--- START ---

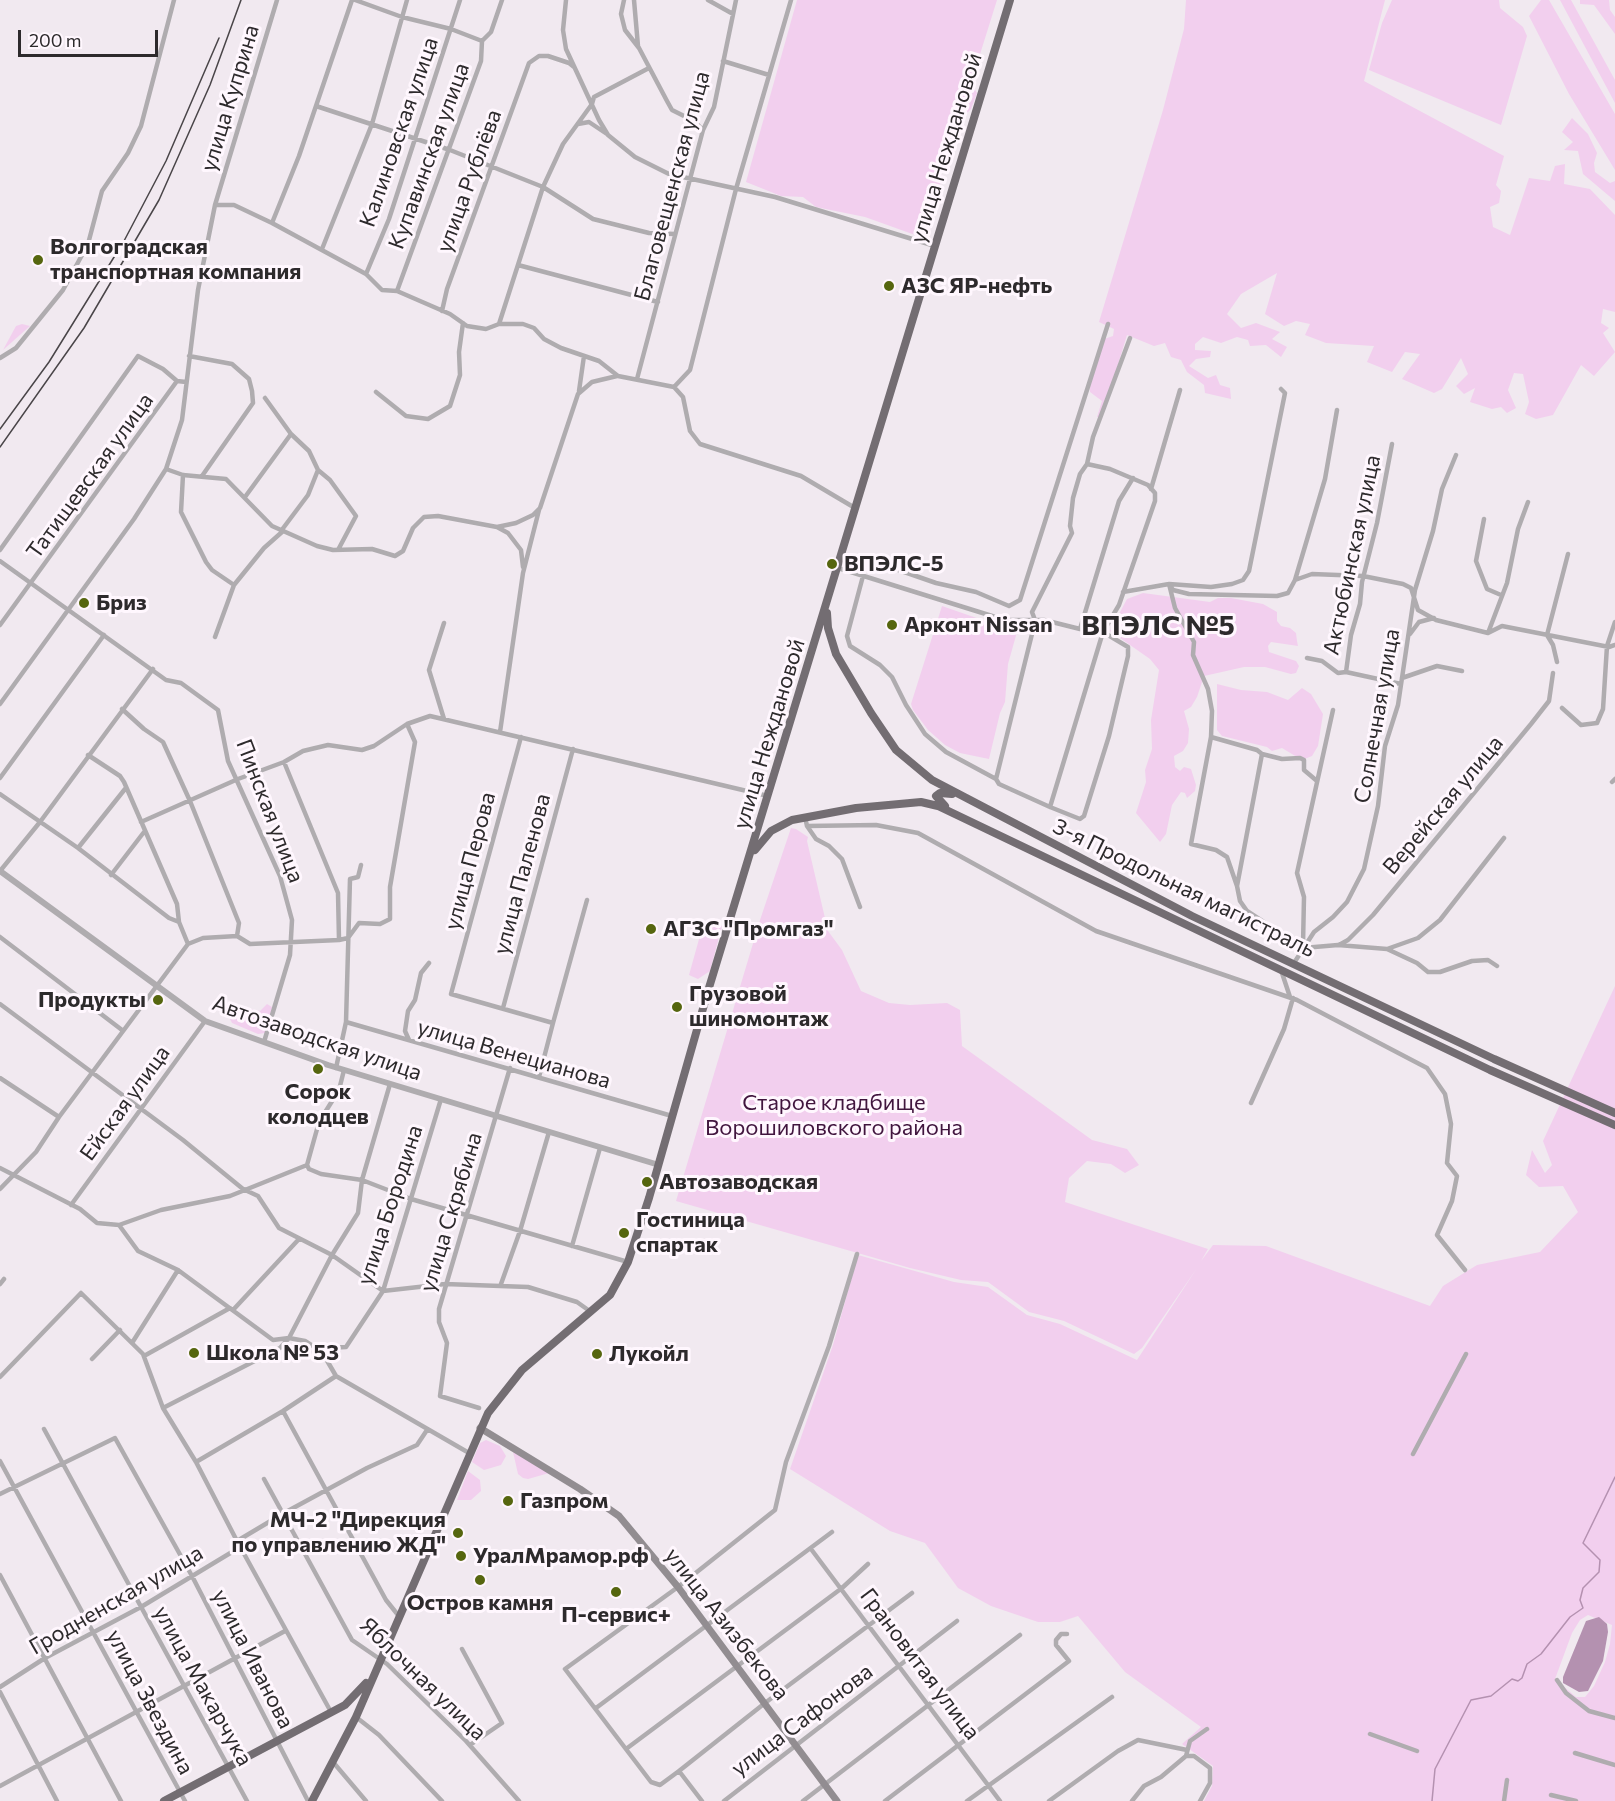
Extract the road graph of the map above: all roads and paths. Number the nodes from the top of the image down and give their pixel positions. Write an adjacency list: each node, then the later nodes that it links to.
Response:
1 (174, 0): 53 (street)
2 (277, 0): 37 (street, улица Куприна)
3 (353, 0): 15 (street); 26 (street)
4 (407, 0): 15 (street)
5 (460, 0): 16 (street, Калиновская улица)
6 (502, 0): 19 (street, Купавинская улица)
7 (566, 0): 23 (street)
8 (624, 0): 18 (street)
9 (634, 0): 17 (street)
10 (708, 0): 14 (street)
11 (736, 0): 14 (street, Благовещенская улица)
12 (790, 0): 24 (street)
13 (1010, 0): 40 (highway, улица Неждановой)
14 (733, 14): 21 (street, Благовещенская улица)
15 (402, 17): 16 (street); 27 (street)
16 (451, 28): 19 (street); 31 (street, Калиновская улица)
17 (636, 34): 18 (street); 20 (street)
18 (630, 37): 20 (street)
19 (482, 41): 32 (street, Купавинская улица)
20 (639, 48): 22 (street)
21 (723, 61): 24 (street); 29 (street, Благовещенская улица)
22 (649, 68): 25 (street); 29 (street)
23 (576, 69): 25 (street); 33 (street, улица Рублёва)
24 (769, 75): 36 (street)
25 (592, 104): 28 (street); 30 (street)
26 (316, 106): 27 (street); 38 (street)
27 (372, 124): 31 (street); 41 (street)
28 (578, 124): 30 (street); 35 (street)
29 (703, 130): 34 (street, Благовещенская улица)
30 (608, 135): 34 (street)
31 (414, 138): 32 (street); 43 (street, Калиновская улица)
32 (450, 150): 33 (street); 44 (street, Купавинская улица)
33 (491, 167): 35 (street); 46 (street, улица Рублёва)
34 (690, 179): 36 (street); 39 (street, Благовещенская улица)
35 (543, 188): 39 (street); 42 (street)
36 (736, 189): 40 (street); 60 (street)
37 (215, 205): 38 (street); 51 (street, улица Куприна)
38 (272, 223): 41 (street)
39 (675, 234): 45 (street, Благовещенская улица)
40 (935, 246): 80 (highway, улица Неждановой)
41 (321, 249): 43 (street)
42 (518, 265): 45 (street); 48 (street)
43 (366, 274): 44 (street)
44 (397, 291): 46 (street)
45 (658, 302): 56 (street, Благовещенская улица)
46 (442, 311): 47 (street)
47 (463, 323): 48 (street); 63 (street)
48 (499, 324): 52 (street)
49 (1108, 324): 89 (street)
50 (1130, 338): 70 (street)
51 (189, 356): 58 (street, улица Куприна); 74 (street)
52 (584, 356): 54 (street); 55 (street)
53 (0, 358)
54 (582, 375): 59 (street); 64 (street)
55 (618, 376): 56 (street); 59 (street)
56 (637, 379): 60 (street)
57 (177, 381): 58 (street, Татищевская улица); 84 (street); 94 (street, Татищевская улица)
58 (186, 382): 71 (street, улица Куприна)
59 (592, 382): 64 (street)
60 (674, 387): 80 (street)
61 (1281, 389): 95 (street)
62 (1180, 390): 76 (street)
63 (376, 392)
64 (578, 394): 79 (street)
65 (265, 398): 67 (street)
66 (1337, 410): 93 (street)
67 (291, 434): 72 (street); 77 (street)
68 (1392, 444): 92 (street, Актюбинская улица)
69 (1456, 455): 99 (street, Солнечная улица)
70 (1087, 464): 75 (street); 103 (street)
71 (166, 469): 73 (street); 101 (street, улица Куприна)
72 (318, 470): 83 (street); 85 (street)
73 (183, 475): 74 (street); 96 (street)
74 (202, 476): 77 (street)
75 (1133, 478): 76 (street); 107 (street)
76 (1151, 489): 97 (street)
77 (245, 497): 83 (street)
78 (1528, 502): 98 (street)
79 (540, 508): 82 (street); 90 (street)
80 (856, 509): 88 (highway, улица Неждановой)
81 (1484, 519): 98 (street)
82 (497, 527): 85 (street); 90 (street)
83 (281, 532): 85 (street); 96 (street)
84 (0, 550)
85 (338, 550)
86 (1568, 554): 111 (street)
87 (0, 561): 94 (street, Пинская улица)
88 (838, 568): 91 (street); 100 (highway, улица Неждановой)
89 (871, 569)
90 (523, 573): 131 (street)
91 (863, 576): 103 (street); 140 (street)
92 (1363, 576): 93 (street); 99 (street); 122 (street, Актюбинская улица)
93 (1295, 580): 95 (street)
94 (32, 584): 101 (street, Пинская улица); 106 (street, Татищевская улица)
95 (1169, 584): 97 (street); 133 (street)
96 (234, 585): 113 (street)
97 (1123, 592): 108 (street)
98 (1501, 595): 109 (street)
99 (1414, 598): 102 (street); 112 (street, Солнечная улица)
100 (828, 603): 116 (highway, улица Неждановой); 117 (highway, 3-я Продольная магистраль)
101 (67, 611): 110 (street, Пинская улица); 125 (street, улица Куприна)
102 (1434, 618): 109 (street); 112 (street)
103 (1035, 620): 107 (street); 140 (street)
104 (1615, 621): 115 (street)
105 (444, 623): 129 (street)
106 (0, 625)
107 (1080, 629): 108 (street)
108 (1103, 632): 149 (street); 149 (street)
109 (1488, 633): 111 (street)
110 (104, 635): 120 (street, Пинская улица); 138 (street)
111 (1546, 635): 115 (street); 119 (street)
112 (1408, 636): 124 (street, Солнечная улица)
113 (215, 637)
114 (1615, 645): 115 (street)
115 (1608, 646): 127 (street)
116 (815, 647): 117 (highway); 145 (highway, улица Неждановой)
117 (836, 654): 141 (highway, 3-я Продольная магистраль)
118 (1307, 658): 122 (street)
119 (1557, 662)
120 (153, 669): 126 (street); 139 (street, Пинская улица)
121 (1462, 671): 124 (street)
122 (1346, 672): 124 (street)
123 (1553, 673): 173 (street, Верейская улица)
124 (1402, 681): 174 (street, Солнечная улица)
125 (0, 704)
126 (122, 708): 136 (street); 147 (street)
127 (1562, 708)
128 (1333, 710): 142 (street)
129 (444, 719): 130 (street); 131 (street)
130 (407, 724): 137 (street); 169 (street)
131 (500, 732): 132 (street)
132 (521, 737): 134 (street); 183 (street, улица Перова)
133 (1211, 737): 135 (street); 163 (street)
134 (573, 749): 145 (street); 183 (street, улица Паленова)
135 (1262, 754): 142 (street); 163 (street)
136 (88, 755): 143 (street); 152 (street)
137 (284, 762): 139 (street); 170 (street)
138 (0, 778)
139 (238, 779): 147 (street); 171 (street, Пинская улица)
140 (996, 779): 149 (street)
141 (932, 780): 146 (highway, 3-я Продольная магистраль); 148 (highway)
142 (1317, 781): 174 (street)
143 (125, 789): 153 (street); 158 (street)
144 (0, 794): 152 (street)
145 (768, 796): 151 (highway, улица Неждановой)
146 (961, 796): 150 (highway); 177 (highway, 3-я Продольная магистраль)
147 (190, 801): 153 (street); 167 (street)
148 (921, 802): 150 (highway, 3-я Продольная магистраль); 154 (highway, 3-я Продольная магистраль)
149 (1050, 807)
150 (953, 811): 179 (highway, 3-я Продольная магистраль)
151 (763, 812): 155 (highway); 159 (highway, улица Неждановой)
152 (40, 822): 158 (street); 161 (street)
153 (141, 822): 156 (street)
154 (806, 822): 155 (highway, 3-я Продольная магистраль); 165 (street); 181 (street)
155 (782, 824): 159 (highway)
156 (144, 832): 162 (street); 166 (street)
157 (1504, 838): 175 (street)
158 (78, 848): 162 (street)
159 (750, 858): 201 (highway, улица Неждановой)
160 (361, 865): 169 (street)
161 (0, 871): 180 (street, Автозаводская улица)
162 (111, 875): 166 (street)
163 (1237, 886): 174 (street)
164 (587, 900): 186 (street)
165 (860, 907)
166 (179, 922): 172 (street)
167 (237, 936): 171 (street); 172 (street)
168 (0, 938): 187 (street)
169 (348, 938): 170 (street); 185 (street)
170 (339, 940): 171 (street)
171 (290, 941): 189 (street, Пинская улица)
172 (188, 944): 180 (street)
173 (1338, 945): 174 (street); 175 (street)
174 (1303, 948): 177 (street, Солнечная улица)
175 (1387, 949): 178 (street)
176 (429, 963): 188 (street)
177 (1294, 963): 200 (highway, 3-я Продольная магистраль)
178 (1497, 966)
179 (1281, 970): 181 (street); 204 (highway, 3-я Продольная магистраль)
180 (157, 988): 184 (street, Автозаводская улица); 187 (street)
181 (1292, 998): 198 (street); 225 (street)
182 (0, 1004): 193 (street)
183 (503, 1008): 186 (street)
184 (205, 1021): 189 (street, Автозаводская улица); 199 (street, Ейская улица)
185 (346, 1022): 188 (street, улица Венецианова); 190 (street)
186 (553, 1023): 194 (street)
187 (122, 1030): 193 (street)
188 (409, 1040): 191 (street, улица Венецианова)
189 (264, 1042): 190 (street, Автозаводская улица)
190 (336, 1068): 192 (street, Автозаводская улица)
191 (510, 1068): 194 (street, улица Венецианова); 203 (street, улица Скрябина)
192 (344, 1070): 196 (street, Автозаводская улица); 207 (street)
193 (92, 1074): 199 (street); 202 (street)
194 (539, 1077): 201 (street, улица Венецианова)
195 (0, 1078): 202 (street)
196 (390, 1084): 197 (street, Автозаводская улица); 211 (street)
197 (441, 1099): 203 (street, Автозаводская улица); 214 (street, улица Бородина)
198 (1251, 1103)
199 (141, 1109): 213 (street); 215 (street, Ейская улица)
200 (1615, 1113)
201 (672, 1116): 208 (highway, улица Неждановой)
202 (59, 1117): 210 (street)
203 (496, 1117): 205 (street, Автозаводская улица); 216 (street, улица Скрябина)
204 (1615, 1125)
205 (549, 1132): 206 (street, Автозаводская улица); 218 (street)
206 (600, 1148): 208 (street, Автозаводская улица); 220 (street)
207 (307, 1164): 211 (street); 213 (street)
208 (659, 1165): 223 (highway, улица Неждановой)
209 (0, 1168): 210 (street)
210 (13, 1176): 212 (street); 215 (street)
211 (362, 1180): 214 (street); 222 (street)
212 (0, 1189)
213 (243, 1189): 217 (street); 219 (street)
214 (411, 1199): 216 (street); 228 (street, улица Бородина)
215 (71, 1205): 217 (street)
216 (467, 1215): 218 (street); 226 (street, улица Скрябина)
217 (119, 1225): 224 (street)
218 (520, 1231): 220 (street); 227 (street)
219 (299, 1239): 222 (street); 229 (street)
220 (573, 1246): 223 (street)
221 (857, 1254): 262 (street)
222 (332, 1255): 228 (street); 232 (street)
223 (628, 1262): 230 (highway, улица Неждановой)
224 (178, 1270): 229 (street); 233 (street)
225 (1465, 1270)
226 (445, 1284): 227 (street); 228 (street); 241 (street, улица Скрябина)
227 (501, 1284): 230 (street)
228 (383, 1291): 234 (street, улица Бородина)
229 (232, 1309): 232 (street); 236 (street)
230 (591, 1312): 243 (highway, улица Неждановой)
231 (120, 1330): 233 (street); 237 (street); 239 (street)
232 (289, 1338): 234 (street); 240 (street)
233 (132, 1343): 236 (street)
234 (322, 1352): 238 (street)
235 (1466, 1354): 247 (street)
236 (144, 1356): 240 (street)
237 (92, 1359)
238 (336, 1376): 242 (street); 245 (street)
239 (0, 1377)
240 (164, 1408): 249 (street)
241 (479, 1408)
242 (283, 1411): 249 (street); 253 (street)
243 (480, 1428): 246 (highway, улица Неждановой); 262 (main road, улица Азизбекова)
244 (44, 1429): 250 (street, улица Макарчука)
245 (427, 1430): 246 (street); 253 (street, Гродненская улица)
246 (469, 1453): 266 (highway, улица Неждановой)
247 (1413, 1454)
248 (0, 1461): 252 (street, улица Звездина)
249 (196, 1462): 257 (street)
250 (63, 1463): 252 (street); 261 (street, улица Иванова); 265 (street, улица Макарчука)
251 (264, 1479): 255 (street, Яблочная улица)
252 (14, 1487): 254 (street); 270 (street, улица Звездина)
253 (325, 1489): 255 (street, Гродненская улица); 266 (street)
254 (0, 1494)
255 (284, 1513): 257 (street, Гродненская улица); 277 (street, Яблочная улица)
256 (832, 1532): 258 (street)
257 (237, 1541): 261 (street, Гродненская улица); 271 (street)
258 (811, 1549): 263 (street, Грановитая улица); 268 (street)
259 (868, 1564): 263 (street)
260 (0, 1575): 275 (street)
261 (192, 1576): 265 (street, Гродненская улица); 276 (street, улица Иванова)
262 (678, 1587): 268 (main road, улица Азизбекова); 289 (street)
263 (842, 1588): 269 (street, Грановитая улица); 278 (street)
264 (912, 1593): 269 (street)
265 (141, 1607): 270 (street, Гродненская улица); 282 (street, улица Макарчука)
266 (398, 1615): 277 (highway, улица Неждановой)
267 (957, 1621): 279 (street, улица Сафонова)
268 (706, 1624): 278 (main road, улица Азизбекова); 289 (street)
269 (870, 1625): 279 (street, Грановитая улица); 286 (street)
270 (94, 1631): 275 (street, Гродненская улица); 290 (street, улица Звездина)
271 (285, 1631): 276 (street); 291 (street)
272 (1067, 1634): 300 (street)
273 (1020, 1635): 287 (street)
274 (462, 1649): 298 (street)
275 (45, 1658): 283 (street, Гродненская улица); 296 (street)
276 (234, 1658): 282 (street); 297 (street, улица Иванова)
277 (379, 1659): 280 (highway, улица Неждановой); 298 (street, Яблочная улица)
278 (736, 1665): 286 (main road, улица Азизбекова); 301 (street)
279 (900, 1666): 287 (street, Грановитая улица); 299 (street, улица Сафонова)
280 (373, 1673): 288 (highway); 292 (highway)
281 (1557, 1680): 293 (street)
282 (184, 1686): 290 (street); 308 (street, улица Макарчука)
283 (0, 1687)
284 (0, 1692): 306 (street)
285 (1112, 1696): 312 (street)
286 (765, 1703): 299 (main road, улица Азизбекова); 309 (street)
287 (929, 1704): 300 (street, Грановитая улица); 311 (street)
288 (345, 1705): 291 (highway); 292 (highway)
289 (596, 1708): 301 (street)
290 (136, 1711): 296 (street); 315 (street, улица Звездина)
291 (331, 1712): 297 (highway)
292 (356, 1716): 305 (highway); 322 (street)
293 (1615, 1718)
294 (1207, 1728): 303 (street)
295 (1370, 1734): 302 (street)
296 (87, 1738): 306 (street); 317 (street)
297 (277, 1741): 308 (highway); 320 (street, улица Иванова)
298 (470, 1745): 323 (street, Яблочная улица)
299 (796, 1745): 311 (main road, улица Азизбекова); 325 (street, улица Сафонова)
300 (959, 1745): 312 (street, Грановитая улица); 328 (street)
301 (626, 1749): 309 (street)
302 (1417, 1751)
303 (1186, 1753): 331 (street); 332 (street); 333 (street)
304 (1575, 1753): 307 (street)
305 (333, 1762): 320 (highway); 321 (street)
306 (39, 1765): 313 (street); 316 (street)
307 (1615, 1765)
308 (229, 1767): 315 (highway); 319 (street, улица Макарчука)
309 (678, 1771): 324 (street)
310 (1507, 1780): 334 (street)
311 (825, 1785): 326 (street); 327 (main road, улица Азизбекова)
312 (988, 1785): 329 (street); 330 (street, Грановитая улица)
313 (0, 1786)
314 (1551, 1795): 335 (street)
315 (182, 1797): 318 (highway)
316 (57, 1801)
317 (121, 1801)
318 (164, 1801)
319 (247, 1801)
320 (310, 1801)
321 (366, 1801)
322 (442, 1801)
323 (519, 1801)
324 (702, 1801)
325 (724, 1801)
326 (803, 1801)
327 (837, 1801)
328 (885, 1801)
329 (967, 1801)
330 (1000, 1801)
331 (1049, 1801)
332 (1132, 1801)
333 (1200, 1801)
334 (1504, 1801)
335 (1576, 1801)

--- END ---

→ WORK INSTRUCTIONS:
Only the lines with the string "Актюбинская" are wanted; pick them out of the records above and copy them.

→ TASK RESULT:
68 (1392, 444): 92 (street, Актюбинская улица)
92 (1363, 576): 93 (street); 99 (street); 122 (street, Актюбинская улица)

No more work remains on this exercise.